This is my first time posting, but I've been a "lurker" for some time now.  It has brought me so much comfort to read everyone's stories on here and to know that there are people out there who truly understand what we're going thru.  I've debated for some time about posting my story, but always seem to find myself lost for words.  I think it's time....
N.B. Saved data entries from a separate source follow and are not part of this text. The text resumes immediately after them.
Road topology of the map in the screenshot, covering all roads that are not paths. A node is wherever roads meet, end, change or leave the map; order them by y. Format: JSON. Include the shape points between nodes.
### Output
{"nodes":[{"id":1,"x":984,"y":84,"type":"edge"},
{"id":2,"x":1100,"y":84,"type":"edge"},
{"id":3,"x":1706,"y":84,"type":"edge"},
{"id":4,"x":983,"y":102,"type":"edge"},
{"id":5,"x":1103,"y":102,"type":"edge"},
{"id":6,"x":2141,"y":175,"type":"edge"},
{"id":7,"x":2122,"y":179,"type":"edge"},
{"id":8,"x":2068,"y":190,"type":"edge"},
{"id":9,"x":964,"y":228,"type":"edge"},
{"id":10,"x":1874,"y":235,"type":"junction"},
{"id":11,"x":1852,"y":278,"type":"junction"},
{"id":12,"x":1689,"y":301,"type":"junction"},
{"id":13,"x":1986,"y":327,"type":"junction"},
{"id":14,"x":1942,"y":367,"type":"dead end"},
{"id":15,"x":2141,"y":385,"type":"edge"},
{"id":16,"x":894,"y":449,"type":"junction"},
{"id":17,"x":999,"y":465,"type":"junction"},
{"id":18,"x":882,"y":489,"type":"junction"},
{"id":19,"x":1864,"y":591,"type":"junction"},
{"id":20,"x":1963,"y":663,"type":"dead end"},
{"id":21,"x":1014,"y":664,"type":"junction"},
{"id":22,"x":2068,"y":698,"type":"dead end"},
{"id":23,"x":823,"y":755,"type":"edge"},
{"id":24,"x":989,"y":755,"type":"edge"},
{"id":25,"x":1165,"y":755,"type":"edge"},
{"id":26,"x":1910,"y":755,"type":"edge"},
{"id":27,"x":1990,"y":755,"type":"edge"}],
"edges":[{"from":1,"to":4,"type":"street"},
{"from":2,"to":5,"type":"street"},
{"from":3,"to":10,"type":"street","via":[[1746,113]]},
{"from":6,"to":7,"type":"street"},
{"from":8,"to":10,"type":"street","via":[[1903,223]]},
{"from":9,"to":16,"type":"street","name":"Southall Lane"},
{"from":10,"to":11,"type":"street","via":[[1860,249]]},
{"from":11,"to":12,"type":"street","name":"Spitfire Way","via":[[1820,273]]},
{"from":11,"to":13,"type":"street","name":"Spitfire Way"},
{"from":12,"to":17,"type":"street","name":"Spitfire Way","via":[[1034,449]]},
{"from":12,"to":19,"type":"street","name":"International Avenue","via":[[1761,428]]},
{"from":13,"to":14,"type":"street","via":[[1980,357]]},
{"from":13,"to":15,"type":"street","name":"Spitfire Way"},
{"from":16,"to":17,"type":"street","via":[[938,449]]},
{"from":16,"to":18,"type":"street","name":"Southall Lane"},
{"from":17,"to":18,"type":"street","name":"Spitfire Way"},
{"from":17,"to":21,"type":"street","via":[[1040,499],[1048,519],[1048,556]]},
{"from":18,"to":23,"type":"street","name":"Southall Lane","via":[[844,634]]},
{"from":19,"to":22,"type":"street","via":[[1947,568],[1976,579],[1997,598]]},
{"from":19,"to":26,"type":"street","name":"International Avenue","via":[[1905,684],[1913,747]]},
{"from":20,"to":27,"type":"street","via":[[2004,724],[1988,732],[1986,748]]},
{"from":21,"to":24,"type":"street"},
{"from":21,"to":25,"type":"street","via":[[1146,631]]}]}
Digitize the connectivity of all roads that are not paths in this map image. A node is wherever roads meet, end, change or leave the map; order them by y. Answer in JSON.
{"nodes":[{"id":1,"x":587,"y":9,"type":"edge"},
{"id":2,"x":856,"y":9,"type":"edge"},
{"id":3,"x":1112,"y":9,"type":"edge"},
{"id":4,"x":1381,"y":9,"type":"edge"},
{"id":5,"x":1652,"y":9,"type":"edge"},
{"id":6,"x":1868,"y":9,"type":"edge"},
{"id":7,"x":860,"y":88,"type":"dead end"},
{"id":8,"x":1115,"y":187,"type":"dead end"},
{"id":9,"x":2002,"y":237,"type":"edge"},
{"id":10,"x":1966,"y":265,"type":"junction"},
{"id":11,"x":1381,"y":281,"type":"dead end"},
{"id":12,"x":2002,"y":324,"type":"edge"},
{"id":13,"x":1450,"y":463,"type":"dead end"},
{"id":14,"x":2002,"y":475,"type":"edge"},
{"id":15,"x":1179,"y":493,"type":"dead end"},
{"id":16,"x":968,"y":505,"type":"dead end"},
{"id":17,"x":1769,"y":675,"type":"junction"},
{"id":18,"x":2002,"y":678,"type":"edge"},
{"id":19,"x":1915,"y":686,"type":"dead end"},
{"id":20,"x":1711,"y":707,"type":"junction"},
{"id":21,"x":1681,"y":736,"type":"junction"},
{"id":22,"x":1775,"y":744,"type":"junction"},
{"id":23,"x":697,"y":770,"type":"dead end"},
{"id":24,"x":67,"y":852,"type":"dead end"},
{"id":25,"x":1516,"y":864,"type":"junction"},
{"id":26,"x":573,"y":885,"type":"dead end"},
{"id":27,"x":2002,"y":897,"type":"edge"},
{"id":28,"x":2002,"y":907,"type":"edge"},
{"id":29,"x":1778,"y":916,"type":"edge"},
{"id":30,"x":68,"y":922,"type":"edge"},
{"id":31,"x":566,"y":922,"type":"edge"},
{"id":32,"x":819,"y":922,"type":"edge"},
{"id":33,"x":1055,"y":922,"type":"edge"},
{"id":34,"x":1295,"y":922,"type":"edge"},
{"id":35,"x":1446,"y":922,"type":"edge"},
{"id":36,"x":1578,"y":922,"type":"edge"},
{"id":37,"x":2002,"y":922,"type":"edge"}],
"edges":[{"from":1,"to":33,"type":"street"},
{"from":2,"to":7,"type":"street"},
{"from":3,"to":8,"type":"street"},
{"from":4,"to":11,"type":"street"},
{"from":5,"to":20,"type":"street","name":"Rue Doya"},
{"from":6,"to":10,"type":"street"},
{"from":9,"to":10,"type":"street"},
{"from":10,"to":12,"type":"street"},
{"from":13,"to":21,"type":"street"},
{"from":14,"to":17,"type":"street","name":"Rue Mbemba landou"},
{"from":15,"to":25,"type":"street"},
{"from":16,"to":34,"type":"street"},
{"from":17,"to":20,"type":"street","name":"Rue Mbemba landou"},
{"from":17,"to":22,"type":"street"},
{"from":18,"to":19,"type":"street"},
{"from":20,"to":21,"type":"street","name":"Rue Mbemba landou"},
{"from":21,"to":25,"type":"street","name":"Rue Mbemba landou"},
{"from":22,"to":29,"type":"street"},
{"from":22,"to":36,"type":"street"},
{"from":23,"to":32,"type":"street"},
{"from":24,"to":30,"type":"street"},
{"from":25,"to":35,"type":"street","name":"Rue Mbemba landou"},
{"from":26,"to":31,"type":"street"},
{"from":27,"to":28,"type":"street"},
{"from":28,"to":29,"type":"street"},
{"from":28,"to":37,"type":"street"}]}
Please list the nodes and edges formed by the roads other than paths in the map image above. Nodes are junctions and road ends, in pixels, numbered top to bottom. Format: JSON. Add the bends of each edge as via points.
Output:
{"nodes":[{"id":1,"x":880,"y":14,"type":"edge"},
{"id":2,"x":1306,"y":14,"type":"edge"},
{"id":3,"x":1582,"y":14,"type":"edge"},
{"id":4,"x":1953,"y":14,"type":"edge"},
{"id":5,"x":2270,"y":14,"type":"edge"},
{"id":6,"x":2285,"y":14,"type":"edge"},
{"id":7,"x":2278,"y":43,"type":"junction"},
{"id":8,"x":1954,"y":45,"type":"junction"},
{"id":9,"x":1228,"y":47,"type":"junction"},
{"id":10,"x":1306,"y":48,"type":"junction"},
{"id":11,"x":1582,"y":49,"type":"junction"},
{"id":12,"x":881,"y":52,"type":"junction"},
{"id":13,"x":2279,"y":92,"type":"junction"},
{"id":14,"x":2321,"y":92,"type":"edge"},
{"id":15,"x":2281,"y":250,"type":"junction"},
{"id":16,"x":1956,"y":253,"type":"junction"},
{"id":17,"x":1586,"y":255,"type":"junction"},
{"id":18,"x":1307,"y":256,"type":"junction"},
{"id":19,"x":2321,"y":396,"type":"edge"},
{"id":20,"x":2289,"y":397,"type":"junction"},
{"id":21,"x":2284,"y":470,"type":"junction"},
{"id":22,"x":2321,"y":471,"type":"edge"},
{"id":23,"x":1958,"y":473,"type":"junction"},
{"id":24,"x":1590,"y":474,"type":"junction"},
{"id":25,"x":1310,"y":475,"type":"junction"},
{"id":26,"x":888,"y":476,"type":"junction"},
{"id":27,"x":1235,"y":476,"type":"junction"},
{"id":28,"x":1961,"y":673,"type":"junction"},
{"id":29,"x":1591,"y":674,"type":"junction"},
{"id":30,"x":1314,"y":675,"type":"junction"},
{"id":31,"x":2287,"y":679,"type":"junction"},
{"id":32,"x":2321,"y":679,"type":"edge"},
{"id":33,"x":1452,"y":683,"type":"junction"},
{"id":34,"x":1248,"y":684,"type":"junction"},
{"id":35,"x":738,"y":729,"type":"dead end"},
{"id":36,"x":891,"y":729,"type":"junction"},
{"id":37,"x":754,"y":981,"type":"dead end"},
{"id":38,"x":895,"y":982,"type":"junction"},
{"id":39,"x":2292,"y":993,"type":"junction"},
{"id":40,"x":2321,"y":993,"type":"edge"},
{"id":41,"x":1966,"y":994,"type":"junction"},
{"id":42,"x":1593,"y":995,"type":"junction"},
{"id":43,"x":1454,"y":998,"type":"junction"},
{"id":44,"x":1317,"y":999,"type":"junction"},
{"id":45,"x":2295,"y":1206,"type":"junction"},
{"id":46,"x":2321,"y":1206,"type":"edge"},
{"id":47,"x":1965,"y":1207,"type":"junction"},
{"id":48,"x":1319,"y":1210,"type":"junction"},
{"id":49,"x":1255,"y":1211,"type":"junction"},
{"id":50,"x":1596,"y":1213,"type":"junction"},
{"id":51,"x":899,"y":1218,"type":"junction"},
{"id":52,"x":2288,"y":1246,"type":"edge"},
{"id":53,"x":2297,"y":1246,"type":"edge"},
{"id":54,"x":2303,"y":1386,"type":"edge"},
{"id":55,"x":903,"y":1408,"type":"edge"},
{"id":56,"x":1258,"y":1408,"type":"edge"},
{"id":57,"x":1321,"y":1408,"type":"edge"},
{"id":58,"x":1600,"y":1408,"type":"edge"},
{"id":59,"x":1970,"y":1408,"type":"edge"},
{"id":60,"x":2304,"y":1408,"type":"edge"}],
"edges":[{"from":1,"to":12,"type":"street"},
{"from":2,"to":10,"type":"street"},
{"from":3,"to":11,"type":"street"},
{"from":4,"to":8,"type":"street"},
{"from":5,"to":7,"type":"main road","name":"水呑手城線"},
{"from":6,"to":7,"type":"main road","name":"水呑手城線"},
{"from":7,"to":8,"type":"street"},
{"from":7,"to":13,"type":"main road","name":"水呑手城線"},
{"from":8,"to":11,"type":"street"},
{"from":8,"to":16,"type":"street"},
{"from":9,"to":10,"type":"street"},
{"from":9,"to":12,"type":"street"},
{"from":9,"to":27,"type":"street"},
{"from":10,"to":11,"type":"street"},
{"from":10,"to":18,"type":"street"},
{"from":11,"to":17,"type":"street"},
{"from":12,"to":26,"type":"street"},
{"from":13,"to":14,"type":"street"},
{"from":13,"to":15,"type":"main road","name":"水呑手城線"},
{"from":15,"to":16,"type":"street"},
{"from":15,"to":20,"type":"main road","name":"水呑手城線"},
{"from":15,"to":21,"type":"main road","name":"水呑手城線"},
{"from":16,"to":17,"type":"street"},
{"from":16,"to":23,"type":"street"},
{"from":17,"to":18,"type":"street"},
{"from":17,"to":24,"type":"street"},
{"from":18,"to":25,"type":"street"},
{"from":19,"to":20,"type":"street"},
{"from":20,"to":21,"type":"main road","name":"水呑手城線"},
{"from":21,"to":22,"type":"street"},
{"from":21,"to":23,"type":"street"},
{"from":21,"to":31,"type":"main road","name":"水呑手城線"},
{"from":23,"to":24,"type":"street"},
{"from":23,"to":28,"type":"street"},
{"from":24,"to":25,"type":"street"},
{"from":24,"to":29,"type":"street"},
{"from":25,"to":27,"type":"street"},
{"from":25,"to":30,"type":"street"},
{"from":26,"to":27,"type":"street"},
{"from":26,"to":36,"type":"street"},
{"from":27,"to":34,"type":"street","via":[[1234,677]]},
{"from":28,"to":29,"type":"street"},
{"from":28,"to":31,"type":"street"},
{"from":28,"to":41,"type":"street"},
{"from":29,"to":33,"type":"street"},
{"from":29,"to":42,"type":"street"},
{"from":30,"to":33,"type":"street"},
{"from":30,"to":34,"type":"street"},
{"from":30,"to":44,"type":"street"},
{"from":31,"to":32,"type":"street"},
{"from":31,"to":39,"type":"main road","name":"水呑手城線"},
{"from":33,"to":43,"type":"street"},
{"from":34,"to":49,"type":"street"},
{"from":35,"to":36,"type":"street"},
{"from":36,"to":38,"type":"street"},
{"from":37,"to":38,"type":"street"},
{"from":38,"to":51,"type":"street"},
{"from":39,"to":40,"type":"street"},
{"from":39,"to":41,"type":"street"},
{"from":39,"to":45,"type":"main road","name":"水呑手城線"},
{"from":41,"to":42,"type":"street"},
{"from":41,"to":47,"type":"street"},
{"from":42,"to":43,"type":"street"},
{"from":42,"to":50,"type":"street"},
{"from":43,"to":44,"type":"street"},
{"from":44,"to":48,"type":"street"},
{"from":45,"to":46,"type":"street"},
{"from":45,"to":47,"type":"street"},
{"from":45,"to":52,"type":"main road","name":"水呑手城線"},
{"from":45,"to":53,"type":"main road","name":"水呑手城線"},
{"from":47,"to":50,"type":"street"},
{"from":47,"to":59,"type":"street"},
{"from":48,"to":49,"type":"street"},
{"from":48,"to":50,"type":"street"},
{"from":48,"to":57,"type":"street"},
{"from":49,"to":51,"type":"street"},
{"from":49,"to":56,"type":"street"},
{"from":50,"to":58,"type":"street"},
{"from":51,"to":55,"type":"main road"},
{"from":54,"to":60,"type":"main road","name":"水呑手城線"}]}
Tristan was born still on September 6, 2009 @ 27 wks.  Everything with the pregnancy was going as perfect as could be.  This was our first child and we were so excited about finally being parents after being together for almost 11 years.  I know that I'm only 25 and I still have plenty of time to have children, but I wanted him so bad.  I miss him and being pregnant more than I could have ever imagined! This whole experience has been so unreal, from giving birth and knowing that he wasn't going to come out crying, holding him and knowing that he wasn't going to open his eyes or grab onto my finger, being wheel chaired out of the hospital, holding a box of keepsakes instead of my baby boy, having to pick out his little outfit and casket, to watching my husband and father carry him to his final resting place.  It's still so surreal and I find myself getting very nervous for my due date, Dec 4th, to be here.  I feel that I'm doing pretty good with things, I was able to take 4 weeks off work, but coming back a month ago now, was very hard.  It was having to face a whole new group of people and have them look at you with all that sympothy.  It was hard.  My biggest problem now is trying to accept that my husband doesn't need to cry or talk about him everyday anymore.  We knew that we were going to handle everything differently and that we had to accept that, but I almost feel like I'm a burden to him when I talk about it now.  I can't seem to talk or think about him enough!  I would visit the cemetary every day if I could!  I find comfort in looking at his pictures just about every day.  Yesterday I had a check up with my doctor and as I was waiting in the room, I could hear her listening to the women next doors babies heart beat and I completely lost it!  I just wished so badly that I was there for my normal weekly check up and that was Tristan's heart beating.  I try to tell myself that we should be thankful that if something was meant to be wrong with him, it's better that it happened now rather than later, but it's so hard to be thankful about a situation so horrible!  I still can't stop asking WHY!  Why did this happen to us, what did I do wrong and to deserve this.  It's hard to accept that we'll never have an answer to why this happened. All of my tests and his autopsy came back fine.  How can there not be an answer!!!!!!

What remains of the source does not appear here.